Parinda Mai studied at Princeton University and gained a Master of Fine Arts from the School of the Art Institute of Chicago, specialising in cinematography and film production. Inspired by the folk story “Twelve Sisters”, learned across multiple platforms as a child, she reinterpreted the moral of the story and its implications with “12 Kalpas – A Beginning of Beginning” (2021). “Blinded by Centuries” is an experimental 13-minute short that stems from the same project.
Blinded by Centuries is screening at International Film Festival Rotterdam

The synergy of image and sound becomes evident from the beginning of the film, where we hear two voices on top of each other telling a life story, while a number of images that might as well be paintings, follow one another. A young woman is eating a water melon inside the woods. A young man is sitting in a field, rotating a stick on his hand, while cattle surrounds him. A naked young woman is sitting on a tree before she jumps down, suddenly becoming all-clothed. The images and the narrations, whose duality gives it a humoristic, ironic hypostasis, seem to be two completely different things.
The narration eventually takes another form, as a kind of singing under trip hop music moves the setting inside a zoo, presenting a somewhat ironic comment about how the animals moved from nature to cages, about how nature has become “domesticated”. Images of labs that produce artificial meat, “Meat 2.0” as the big letters on the screen state, seem to make a comment about the artificiality the future brings, as people move from the field and the forests to the cities, with the next images highlighting this aspect.
A kind of a virtual tour inside a cave, narration about ancient cave paintings, give the short an almost ritualistic sense, before the succession of images becomes rather faster, with some of them only appearing for a moment, with the music following the tempo, while moving into more rock paths. The slow motion of a turtle swimming brings the pace down again. The music becomes even more intense after that, with the images changing to the three youths from before, all inside a field, dancing and stepping on watermelons obliterating them completely.
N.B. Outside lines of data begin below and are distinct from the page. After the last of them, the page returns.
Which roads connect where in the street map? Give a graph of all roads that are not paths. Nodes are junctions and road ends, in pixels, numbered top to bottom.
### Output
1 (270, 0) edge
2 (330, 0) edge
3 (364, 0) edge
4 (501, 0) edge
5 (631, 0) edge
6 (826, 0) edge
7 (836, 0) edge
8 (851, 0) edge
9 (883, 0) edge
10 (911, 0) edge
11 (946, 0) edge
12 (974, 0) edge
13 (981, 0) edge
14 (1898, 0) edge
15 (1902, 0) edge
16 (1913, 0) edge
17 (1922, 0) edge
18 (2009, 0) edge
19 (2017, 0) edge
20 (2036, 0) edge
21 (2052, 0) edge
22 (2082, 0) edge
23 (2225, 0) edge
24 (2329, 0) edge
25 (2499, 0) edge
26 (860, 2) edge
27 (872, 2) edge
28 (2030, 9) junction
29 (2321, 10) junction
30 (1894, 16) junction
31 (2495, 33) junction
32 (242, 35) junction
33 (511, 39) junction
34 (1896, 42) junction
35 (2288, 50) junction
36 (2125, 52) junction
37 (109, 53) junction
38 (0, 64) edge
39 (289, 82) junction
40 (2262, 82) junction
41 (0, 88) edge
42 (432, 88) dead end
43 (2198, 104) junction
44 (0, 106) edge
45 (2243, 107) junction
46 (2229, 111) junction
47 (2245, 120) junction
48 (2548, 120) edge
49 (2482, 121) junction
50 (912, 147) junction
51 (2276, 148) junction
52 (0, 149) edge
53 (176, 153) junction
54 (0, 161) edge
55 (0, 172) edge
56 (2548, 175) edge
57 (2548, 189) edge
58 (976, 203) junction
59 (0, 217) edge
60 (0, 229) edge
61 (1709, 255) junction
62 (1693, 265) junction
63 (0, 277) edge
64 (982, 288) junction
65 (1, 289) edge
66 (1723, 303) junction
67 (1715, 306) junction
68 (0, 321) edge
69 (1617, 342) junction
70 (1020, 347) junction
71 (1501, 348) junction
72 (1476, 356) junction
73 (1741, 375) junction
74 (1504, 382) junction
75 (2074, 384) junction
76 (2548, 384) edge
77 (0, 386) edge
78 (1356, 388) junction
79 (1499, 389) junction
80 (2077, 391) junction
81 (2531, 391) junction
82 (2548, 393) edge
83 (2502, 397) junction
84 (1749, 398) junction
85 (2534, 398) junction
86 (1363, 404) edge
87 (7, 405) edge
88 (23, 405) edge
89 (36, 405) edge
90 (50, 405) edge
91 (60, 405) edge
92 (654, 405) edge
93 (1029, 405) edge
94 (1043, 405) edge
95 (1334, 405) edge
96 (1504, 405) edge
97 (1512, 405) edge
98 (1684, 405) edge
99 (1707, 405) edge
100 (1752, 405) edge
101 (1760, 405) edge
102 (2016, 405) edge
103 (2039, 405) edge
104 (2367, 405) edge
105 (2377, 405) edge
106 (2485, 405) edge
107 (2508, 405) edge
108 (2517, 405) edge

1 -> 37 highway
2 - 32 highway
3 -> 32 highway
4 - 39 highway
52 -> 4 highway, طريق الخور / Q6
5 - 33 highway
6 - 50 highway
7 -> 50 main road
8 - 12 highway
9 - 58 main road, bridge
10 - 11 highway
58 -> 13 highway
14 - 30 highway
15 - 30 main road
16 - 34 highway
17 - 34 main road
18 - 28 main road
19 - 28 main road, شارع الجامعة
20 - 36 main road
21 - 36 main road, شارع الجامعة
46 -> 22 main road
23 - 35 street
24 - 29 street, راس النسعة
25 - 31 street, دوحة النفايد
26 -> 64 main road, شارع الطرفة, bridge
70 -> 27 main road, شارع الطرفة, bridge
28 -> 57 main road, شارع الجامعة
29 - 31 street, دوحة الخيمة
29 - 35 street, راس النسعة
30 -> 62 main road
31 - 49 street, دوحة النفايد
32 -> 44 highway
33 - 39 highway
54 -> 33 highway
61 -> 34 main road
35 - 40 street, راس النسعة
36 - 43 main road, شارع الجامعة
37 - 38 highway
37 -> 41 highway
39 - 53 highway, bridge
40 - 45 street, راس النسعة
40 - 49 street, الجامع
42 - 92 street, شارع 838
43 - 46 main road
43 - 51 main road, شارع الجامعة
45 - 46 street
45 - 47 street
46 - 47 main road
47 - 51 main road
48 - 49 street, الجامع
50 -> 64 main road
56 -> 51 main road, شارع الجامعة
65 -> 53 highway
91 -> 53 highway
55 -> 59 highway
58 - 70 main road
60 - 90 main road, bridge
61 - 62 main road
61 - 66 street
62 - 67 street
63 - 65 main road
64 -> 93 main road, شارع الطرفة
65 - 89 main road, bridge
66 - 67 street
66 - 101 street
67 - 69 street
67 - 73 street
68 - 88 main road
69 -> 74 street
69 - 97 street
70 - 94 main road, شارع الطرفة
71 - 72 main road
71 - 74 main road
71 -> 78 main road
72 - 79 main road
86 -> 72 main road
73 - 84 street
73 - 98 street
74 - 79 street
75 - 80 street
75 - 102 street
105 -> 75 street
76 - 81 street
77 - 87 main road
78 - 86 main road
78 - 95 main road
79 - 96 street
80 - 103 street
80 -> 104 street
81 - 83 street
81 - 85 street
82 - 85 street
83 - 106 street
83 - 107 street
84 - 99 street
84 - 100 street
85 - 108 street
Moving somewhere between video art and a movie, “Blinded by Centuries” definitely stands out due to its visual approach. The many techniques used, from frame-within-frame, superimposing, manipulation of film speed all work quite well here, essentially keeping the viewer on their toes, trying to guess if they missed something important, particularly when the film speeds up. At the same time, the images themselves are quite powerful, both in terms of footage and the sequences with the actors, with the watermelon and its intense greens and reds having a hypostasis that can only be described as symbolic.
At the same time, the last sequence, when all three actors appear together, in PC fashion, since one has Caucasian, one Oriental, and one African American characteristics, communicates a sense of defiance against what is happening in the world. In combination with the excellent, varying throughout the film music, the result is quite impressive, and could actually work quite well as a music video.
The connection with “Twelve Sisters” tale will probably elude the Western viewer (including this one) since the myth is not exactly popular on that side of the world, but “Blinded by Centuries” still remains a rather powerful combination of visuals and sound, and one of those films that deserves to be seen on the big screen.